The primary outcome measures were screw accuracy and the incidence of FJV. All patients underwent thin-slice CT scans (≤1.2-mm slices) of the lumbar spine postoperatively. Screw accuracy was evaluated using the Gertzbein and Robbins criteria : grade A: completely within the pedicle, grade B: < 2 mm cortical breach, grade C: 2-4 mm cortical breach, grade D: 4-6 mm cortical breach, and grade E: > 6 mm cortical breach. Screw grades A and B were considered clinically acceptable [17-19]. Differences in the screw accuracy grades between the two groups and the proportions of clinically acceptable screws were assessed as the accuracy comparison parameters. FJV was evaluated only for the upper pedicle screws because of the related clinical significance using the Babu classification system : grade 0: the screw does not violate the facet joint, grade 1: the screw violates the lateral facet, grade 2: the screw penetrates the articular facet by 1 mm, and grade 3: the screw lies within the articular facet surface.
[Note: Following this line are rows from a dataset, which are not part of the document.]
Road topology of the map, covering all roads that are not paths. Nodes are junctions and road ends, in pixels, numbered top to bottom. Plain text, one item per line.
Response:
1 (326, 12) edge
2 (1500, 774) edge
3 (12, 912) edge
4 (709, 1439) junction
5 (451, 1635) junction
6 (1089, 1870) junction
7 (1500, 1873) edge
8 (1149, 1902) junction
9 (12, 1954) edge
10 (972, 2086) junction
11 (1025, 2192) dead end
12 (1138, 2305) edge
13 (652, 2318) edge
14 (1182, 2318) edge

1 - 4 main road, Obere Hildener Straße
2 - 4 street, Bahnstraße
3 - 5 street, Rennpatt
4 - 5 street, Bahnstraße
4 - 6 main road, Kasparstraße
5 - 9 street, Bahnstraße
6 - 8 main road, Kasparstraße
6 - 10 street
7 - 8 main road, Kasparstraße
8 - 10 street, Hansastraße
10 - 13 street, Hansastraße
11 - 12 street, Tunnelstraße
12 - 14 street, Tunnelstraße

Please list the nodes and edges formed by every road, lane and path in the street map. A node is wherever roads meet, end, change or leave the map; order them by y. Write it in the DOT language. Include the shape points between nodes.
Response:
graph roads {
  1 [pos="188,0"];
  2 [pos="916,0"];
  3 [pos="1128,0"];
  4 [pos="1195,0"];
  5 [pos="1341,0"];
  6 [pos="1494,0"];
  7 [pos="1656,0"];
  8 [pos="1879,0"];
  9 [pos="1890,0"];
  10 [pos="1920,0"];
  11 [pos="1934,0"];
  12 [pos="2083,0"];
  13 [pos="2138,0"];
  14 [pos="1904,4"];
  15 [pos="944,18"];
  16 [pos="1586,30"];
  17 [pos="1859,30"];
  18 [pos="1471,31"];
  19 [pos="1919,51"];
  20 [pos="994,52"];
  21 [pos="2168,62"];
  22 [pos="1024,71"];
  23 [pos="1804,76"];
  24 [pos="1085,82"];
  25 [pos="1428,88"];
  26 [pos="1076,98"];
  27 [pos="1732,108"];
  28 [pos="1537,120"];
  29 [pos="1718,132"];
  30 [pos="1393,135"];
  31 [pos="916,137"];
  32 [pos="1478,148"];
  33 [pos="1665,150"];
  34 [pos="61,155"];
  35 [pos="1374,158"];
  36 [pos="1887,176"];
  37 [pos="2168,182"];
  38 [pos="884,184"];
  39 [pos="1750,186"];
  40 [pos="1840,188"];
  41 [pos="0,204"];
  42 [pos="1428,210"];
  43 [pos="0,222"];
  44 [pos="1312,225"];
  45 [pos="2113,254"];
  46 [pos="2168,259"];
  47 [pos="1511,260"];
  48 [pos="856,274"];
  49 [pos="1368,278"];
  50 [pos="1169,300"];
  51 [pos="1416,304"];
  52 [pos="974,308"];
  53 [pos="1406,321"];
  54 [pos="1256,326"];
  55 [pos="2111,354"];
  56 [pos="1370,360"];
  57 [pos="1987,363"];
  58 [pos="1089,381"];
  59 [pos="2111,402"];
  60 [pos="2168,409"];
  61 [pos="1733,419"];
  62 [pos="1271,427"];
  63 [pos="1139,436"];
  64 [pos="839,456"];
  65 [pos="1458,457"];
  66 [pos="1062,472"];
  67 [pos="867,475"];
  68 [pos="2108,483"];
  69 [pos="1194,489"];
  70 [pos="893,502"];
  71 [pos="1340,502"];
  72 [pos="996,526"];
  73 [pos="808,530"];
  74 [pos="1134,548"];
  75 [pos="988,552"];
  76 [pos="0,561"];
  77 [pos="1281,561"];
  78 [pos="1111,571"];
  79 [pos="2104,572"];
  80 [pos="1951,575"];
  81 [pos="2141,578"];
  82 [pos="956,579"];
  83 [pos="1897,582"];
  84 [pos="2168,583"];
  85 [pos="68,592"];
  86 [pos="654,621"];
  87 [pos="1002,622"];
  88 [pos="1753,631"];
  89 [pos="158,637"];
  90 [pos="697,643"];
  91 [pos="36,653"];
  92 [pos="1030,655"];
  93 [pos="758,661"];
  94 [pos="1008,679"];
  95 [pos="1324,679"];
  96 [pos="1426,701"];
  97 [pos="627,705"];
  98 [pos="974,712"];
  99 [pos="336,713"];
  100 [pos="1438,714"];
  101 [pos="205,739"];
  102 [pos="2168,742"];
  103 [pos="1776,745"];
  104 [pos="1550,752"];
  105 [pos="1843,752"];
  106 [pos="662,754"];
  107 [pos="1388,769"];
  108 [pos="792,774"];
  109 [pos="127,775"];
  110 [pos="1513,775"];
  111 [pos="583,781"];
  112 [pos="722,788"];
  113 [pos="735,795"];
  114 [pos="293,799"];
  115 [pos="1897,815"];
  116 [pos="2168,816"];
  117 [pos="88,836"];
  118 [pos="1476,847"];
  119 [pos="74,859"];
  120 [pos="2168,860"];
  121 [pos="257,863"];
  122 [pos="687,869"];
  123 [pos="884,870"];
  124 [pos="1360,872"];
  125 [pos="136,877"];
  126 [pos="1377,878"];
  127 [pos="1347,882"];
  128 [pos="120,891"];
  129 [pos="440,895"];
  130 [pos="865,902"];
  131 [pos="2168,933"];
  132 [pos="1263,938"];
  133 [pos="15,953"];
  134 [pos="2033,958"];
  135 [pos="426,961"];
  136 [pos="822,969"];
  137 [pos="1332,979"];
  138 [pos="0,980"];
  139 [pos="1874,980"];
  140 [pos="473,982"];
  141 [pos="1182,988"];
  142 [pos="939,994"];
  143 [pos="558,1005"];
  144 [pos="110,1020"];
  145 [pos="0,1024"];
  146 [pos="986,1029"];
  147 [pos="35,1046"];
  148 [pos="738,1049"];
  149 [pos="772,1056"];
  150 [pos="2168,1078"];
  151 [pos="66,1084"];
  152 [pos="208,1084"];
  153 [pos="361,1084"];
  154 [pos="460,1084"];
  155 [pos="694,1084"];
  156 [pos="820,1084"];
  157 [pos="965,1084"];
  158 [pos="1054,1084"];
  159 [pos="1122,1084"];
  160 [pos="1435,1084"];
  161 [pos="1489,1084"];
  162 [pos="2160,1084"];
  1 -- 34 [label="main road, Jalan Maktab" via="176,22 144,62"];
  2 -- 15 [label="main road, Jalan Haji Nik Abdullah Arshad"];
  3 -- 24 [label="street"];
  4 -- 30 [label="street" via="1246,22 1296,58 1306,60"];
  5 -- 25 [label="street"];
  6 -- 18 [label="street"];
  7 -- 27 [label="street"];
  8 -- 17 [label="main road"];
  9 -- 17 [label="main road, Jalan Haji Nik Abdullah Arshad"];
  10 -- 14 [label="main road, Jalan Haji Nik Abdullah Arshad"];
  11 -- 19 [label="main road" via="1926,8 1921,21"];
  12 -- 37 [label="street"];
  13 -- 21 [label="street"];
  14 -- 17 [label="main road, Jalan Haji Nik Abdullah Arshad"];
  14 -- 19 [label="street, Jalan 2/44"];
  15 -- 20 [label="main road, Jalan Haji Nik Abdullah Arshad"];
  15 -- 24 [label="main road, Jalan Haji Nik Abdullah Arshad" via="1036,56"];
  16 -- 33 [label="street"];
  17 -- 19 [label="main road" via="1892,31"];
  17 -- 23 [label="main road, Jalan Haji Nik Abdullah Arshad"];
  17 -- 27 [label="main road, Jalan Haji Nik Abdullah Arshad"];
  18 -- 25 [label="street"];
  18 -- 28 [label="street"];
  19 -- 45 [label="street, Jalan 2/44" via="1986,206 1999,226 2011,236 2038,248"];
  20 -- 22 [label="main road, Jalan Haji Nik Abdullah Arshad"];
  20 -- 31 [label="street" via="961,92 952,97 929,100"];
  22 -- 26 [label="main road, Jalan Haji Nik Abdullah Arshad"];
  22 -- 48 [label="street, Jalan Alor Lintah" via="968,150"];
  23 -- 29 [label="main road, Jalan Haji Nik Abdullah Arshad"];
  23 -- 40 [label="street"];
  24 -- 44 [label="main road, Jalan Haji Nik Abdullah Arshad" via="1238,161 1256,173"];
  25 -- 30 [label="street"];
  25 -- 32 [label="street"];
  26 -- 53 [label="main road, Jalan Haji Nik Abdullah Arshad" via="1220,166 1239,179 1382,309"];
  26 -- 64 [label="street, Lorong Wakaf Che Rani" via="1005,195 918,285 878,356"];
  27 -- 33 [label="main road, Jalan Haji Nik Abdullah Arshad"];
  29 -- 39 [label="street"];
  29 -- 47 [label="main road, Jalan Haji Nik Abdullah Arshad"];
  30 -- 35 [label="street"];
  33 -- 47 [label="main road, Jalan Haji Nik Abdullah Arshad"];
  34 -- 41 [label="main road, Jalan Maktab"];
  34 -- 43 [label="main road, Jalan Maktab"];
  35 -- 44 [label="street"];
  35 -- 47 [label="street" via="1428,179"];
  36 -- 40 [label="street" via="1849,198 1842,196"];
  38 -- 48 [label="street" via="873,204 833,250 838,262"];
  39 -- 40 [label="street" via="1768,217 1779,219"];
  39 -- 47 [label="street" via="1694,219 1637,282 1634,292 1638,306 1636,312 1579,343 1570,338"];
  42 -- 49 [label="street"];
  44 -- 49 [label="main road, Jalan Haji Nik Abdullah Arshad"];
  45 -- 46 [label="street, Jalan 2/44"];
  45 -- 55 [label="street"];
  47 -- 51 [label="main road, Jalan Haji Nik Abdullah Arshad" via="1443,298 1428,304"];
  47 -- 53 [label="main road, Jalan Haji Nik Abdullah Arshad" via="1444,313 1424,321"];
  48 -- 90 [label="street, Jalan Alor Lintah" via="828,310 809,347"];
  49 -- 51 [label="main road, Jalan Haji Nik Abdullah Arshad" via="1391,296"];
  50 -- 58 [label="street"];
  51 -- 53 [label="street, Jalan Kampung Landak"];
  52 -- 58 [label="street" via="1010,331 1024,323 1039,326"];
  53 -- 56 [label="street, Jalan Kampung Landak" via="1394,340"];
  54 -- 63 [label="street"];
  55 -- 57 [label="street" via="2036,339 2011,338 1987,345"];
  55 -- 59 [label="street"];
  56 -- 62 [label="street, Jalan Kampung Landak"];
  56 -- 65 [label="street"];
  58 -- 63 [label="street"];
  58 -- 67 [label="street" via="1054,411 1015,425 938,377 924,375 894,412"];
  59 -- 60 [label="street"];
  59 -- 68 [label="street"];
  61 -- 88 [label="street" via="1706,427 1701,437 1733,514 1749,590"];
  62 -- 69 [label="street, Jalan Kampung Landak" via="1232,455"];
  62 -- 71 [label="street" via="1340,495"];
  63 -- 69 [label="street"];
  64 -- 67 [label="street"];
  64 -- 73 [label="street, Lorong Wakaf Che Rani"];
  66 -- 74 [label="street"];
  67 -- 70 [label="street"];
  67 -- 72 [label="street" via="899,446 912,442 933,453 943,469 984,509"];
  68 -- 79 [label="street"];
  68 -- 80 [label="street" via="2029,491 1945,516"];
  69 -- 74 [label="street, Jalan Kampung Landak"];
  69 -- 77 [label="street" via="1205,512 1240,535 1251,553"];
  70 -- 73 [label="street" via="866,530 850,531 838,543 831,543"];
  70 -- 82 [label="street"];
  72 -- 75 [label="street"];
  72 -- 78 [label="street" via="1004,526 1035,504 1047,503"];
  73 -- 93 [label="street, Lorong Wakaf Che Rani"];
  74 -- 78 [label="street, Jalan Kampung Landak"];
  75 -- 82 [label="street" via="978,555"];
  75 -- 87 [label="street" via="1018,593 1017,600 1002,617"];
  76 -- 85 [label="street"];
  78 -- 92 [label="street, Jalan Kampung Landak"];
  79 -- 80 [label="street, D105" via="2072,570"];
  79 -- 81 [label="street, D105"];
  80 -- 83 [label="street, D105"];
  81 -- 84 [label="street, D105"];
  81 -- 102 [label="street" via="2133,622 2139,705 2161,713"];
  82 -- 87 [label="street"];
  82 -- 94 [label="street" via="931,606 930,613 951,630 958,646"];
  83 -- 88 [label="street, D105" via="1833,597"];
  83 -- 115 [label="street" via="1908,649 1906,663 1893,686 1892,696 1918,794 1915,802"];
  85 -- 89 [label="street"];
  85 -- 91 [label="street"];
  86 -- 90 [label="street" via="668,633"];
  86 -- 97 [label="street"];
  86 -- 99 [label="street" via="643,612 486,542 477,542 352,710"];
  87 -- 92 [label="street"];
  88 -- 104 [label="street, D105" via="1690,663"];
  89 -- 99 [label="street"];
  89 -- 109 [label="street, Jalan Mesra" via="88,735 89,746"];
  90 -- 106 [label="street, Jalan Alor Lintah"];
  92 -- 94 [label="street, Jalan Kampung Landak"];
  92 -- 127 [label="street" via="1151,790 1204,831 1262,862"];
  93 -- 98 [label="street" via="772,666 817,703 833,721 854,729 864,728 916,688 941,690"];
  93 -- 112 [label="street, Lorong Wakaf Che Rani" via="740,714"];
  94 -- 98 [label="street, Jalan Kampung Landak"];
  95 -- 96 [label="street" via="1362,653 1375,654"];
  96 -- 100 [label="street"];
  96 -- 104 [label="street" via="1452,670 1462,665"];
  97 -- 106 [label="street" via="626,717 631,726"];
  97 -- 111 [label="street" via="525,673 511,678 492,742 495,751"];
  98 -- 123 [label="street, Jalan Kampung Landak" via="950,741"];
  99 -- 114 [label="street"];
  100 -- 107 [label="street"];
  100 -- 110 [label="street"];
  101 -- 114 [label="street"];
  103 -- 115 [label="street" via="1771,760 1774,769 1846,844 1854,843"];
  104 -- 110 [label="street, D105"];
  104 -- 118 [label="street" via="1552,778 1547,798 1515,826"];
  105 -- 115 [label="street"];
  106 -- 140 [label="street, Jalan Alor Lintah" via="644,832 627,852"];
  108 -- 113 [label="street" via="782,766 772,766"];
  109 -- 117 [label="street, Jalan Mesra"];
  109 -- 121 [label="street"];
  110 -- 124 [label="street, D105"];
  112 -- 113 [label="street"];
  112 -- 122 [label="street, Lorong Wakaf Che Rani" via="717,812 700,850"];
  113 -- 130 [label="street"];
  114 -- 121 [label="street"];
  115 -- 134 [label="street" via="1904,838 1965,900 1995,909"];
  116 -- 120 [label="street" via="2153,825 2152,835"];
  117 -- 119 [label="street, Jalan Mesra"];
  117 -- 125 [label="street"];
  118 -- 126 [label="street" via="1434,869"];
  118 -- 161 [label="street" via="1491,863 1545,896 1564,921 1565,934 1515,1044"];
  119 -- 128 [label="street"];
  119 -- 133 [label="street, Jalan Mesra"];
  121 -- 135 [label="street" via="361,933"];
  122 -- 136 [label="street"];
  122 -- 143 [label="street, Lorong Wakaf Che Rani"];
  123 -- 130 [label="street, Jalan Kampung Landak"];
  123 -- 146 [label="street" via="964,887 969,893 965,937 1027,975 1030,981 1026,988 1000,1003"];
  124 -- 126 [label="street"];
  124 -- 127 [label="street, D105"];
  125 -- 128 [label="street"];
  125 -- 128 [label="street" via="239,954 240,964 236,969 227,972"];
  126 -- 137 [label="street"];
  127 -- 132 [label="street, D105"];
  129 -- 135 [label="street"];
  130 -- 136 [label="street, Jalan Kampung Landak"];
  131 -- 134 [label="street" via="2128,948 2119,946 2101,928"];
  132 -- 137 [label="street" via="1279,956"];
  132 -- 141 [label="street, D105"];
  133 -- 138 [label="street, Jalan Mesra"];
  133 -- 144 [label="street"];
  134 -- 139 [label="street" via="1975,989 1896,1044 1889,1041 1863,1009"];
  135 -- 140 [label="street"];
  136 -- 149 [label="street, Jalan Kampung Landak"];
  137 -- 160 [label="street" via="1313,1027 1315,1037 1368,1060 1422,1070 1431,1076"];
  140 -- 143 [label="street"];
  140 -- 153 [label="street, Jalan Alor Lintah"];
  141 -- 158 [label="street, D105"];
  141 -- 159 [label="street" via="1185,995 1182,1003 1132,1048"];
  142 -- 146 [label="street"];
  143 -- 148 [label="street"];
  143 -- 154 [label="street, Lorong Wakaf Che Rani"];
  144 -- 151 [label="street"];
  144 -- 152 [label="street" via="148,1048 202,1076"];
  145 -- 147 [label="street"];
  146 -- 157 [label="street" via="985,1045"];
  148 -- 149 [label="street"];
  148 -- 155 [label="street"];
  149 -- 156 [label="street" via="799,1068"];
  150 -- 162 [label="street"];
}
Differences in violation grades and the percentages of violating screws (grades 1, 2, and 3) were assessed as the FJV comparison parameters. The data were measured independently by two spinal graduate students using a Picture Archiving and Communication System (PACS) (Neusoft Medical image diagnostic reporting system; Neusoft Co., Ltd., Shenyang, China) who were not aware of the purpose of the study in advance. If there was a discrepancy between the results, the worse result was adopted.
As secondary outcome measures, we compared the X-ray exposure and intraoperative adverse events related to the screw placement procedure as well as to anaesthesia. X-ray exposure measurements were determined by the fluoroscopy time for each screw (sum of exposure times of screw implantation and rod connecting procedures/number of screws inserted).
Fisher’s exact test and Pearson's chi-squared test were used for group comparisons of sex and screw location as well as the percentages of clinically acceptable screws and facet violation screws. Two-sample t tests were used for group comparisons of age, body mass index (BMI) and fluoroscopy time for each screw. The Mann-Whitney U test was used for group comparisons of accuracy and FJV grades. The statistical significance of these parameters was set at P < 0.05, and statistical analyses were performed using IBM SPSS Statistics for Windows, version 23.0 (IBM Corp, Armonk, NY, USA).